[Saved entries]

========================

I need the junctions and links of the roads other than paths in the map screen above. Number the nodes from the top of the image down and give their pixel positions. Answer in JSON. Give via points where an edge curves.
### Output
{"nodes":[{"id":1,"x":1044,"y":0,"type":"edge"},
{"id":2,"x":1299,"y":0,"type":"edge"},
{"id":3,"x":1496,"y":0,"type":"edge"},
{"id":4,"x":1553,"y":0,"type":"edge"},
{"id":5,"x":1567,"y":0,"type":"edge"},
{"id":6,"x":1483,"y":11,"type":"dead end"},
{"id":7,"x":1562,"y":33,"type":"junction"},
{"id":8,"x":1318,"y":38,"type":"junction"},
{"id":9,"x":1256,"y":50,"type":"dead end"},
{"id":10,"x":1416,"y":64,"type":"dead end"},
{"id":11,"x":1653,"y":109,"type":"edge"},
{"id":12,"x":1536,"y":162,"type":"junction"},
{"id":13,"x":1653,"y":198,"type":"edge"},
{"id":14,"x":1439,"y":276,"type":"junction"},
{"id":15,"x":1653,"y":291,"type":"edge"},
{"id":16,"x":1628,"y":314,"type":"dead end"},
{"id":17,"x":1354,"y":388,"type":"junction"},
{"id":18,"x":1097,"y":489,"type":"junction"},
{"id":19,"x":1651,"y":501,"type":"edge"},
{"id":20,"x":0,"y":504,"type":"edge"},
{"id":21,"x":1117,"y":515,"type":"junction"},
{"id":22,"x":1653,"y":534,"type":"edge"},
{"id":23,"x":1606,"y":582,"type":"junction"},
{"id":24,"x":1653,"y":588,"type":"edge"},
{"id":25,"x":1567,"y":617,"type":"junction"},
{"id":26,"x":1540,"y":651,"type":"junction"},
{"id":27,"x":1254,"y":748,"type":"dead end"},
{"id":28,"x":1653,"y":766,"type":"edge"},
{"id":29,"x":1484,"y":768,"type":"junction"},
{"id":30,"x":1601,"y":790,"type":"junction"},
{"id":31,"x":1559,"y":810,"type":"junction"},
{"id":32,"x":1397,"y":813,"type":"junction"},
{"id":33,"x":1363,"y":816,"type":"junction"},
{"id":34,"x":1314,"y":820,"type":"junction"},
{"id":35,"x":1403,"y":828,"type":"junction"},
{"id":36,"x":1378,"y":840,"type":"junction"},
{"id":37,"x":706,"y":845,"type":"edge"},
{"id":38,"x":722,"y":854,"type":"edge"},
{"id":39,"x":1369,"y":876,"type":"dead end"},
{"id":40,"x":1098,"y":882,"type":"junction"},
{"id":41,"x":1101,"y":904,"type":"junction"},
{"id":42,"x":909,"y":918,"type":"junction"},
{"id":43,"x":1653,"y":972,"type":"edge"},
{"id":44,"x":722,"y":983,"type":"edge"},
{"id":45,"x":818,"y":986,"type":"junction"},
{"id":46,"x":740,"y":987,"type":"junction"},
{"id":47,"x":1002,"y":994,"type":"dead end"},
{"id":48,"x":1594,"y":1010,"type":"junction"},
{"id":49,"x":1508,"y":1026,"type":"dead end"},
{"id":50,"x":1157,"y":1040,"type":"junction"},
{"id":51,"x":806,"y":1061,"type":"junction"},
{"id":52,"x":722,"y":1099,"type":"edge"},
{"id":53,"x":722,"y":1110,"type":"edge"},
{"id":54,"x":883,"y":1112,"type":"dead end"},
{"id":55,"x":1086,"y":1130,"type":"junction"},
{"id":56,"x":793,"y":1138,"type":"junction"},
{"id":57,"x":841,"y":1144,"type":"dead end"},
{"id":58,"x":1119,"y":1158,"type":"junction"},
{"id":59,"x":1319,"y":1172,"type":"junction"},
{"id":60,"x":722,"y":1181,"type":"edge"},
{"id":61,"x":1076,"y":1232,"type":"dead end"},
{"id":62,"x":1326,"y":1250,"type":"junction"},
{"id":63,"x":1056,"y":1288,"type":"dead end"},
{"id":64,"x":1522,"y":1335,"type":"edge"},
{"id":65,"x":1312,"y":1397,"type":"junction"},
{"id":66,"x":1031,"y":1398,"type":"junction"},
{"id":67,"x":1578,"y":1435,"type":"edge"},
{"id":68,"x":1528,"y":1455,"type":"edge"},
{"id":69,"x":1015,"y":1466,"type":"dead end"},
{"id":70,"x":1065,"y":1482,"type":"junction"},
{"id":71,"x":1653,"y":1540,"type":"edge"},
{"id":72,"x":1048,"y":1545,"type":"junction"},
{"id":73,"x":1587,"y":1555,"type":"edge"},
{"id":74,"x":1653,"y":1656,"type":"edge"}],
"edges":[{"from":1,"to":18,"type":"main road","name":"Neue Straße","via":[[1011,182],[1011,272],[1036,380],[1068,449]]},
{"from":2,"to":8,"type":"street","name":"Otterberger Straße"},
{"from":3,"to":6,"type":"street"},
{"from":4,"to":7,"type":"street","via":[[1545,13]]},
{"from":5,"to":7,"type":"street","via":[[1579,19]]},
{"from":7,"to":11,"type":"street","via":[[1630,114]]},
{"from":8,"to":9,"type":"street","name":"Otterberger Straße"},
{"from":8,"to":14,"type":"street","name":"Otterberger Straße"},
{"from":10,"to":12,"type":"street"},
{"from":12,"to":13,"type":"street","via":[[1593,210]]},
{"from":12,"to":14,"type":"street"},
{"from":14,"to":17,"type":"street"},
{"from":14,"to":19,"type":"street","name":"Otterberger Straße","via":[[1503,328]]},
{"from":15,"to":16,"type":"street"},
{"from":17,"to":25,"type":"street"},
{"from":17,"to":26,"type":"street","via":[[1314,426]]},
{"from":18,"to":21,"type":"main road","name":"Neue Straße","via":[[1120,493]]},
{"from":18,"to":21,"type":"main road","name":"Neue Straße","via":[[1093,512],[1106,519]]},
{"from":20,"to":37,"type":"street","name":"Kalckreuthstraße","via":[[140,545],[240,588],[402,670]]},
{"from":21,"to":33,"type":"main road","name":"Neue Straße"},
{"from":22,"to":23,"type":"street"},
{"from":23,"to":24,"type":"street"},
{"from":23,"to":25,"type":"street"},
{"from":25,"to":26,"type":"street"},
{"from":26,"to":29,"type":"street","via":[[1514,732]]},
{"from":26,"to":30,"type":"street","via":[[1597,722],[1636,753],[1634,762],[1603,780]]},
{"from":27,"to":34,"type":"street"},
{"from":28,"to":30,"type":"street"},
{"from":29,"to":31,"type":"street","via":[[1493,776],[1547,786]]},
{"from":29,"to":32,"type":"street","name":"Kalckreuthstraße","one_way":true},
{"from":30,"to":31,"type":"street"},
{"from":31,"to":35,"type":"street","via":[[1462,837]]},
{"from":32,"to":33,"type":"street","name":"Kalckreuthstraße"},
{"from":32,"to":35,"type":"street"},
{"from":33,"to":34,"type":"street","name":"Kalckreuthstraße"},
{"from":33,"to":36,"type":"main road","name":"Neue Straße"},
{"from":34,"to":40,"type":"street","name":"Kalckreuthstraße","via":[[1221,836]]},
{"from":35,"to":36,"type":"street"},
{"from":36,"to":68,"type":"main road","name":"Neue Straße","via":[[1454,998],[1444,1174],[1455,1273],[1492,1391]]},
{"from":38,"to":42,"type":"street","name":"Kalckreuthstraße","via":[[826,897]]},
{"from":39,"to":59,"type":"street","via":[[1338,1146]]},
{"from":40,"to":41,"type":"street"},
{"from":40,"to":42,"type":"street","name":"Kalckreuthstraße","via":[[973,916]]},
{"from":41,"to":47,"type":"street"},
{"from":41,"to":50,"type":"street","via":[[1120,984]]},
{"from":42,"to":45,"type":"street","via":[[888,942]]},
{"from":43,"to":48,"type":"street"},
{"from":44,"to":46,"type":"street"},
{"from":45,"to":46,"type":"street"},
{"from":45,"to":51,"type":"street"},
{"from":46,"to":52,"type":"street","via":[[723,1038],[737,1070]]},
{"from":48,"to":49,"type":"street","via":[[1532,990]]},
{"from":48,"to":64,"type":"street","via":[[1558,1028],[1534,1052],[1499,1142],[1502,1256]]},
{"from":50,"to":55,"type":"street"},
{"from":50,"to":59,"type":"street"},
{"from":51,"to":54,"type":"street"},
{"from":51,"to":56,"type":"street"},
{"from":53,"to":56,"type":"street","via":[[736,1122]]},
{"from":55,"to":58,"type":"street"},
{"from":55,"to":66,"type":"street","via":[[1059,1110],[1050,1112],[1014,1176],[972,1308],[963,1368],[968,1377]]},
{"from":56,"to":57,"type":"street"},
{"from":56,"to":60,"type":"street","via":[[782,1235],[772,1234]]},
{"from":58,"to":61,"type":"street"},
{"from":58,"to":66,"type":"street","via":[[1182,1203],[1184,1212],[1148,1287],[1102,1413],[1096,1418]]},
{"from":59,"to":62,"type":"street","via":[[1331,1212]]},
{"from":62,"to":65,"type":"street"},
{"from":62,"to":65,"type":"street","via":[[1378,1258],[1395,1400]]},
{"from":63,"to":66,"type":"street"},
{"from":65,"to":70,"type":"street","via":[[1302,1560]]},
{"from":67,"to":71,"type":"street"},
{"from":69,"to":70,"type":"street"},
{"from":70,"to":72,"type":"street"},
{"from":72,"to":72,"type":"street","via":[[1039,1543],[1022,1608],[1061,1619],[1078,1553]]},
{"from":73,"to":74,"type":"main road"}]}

========================

> **Task requirements**
Whenever a line in the entries above includes the word "nodes", pull that line out.

> **Exercise result**
I need the junctions and links of the roads other than paths in the map screen above. Number the nodes from the top of the image down and give their pixel positions. Answer in JSON. Give via points where an edge curves.
{"nodes":[{"id":1,"x":1044,"y":0,"type":"edge"},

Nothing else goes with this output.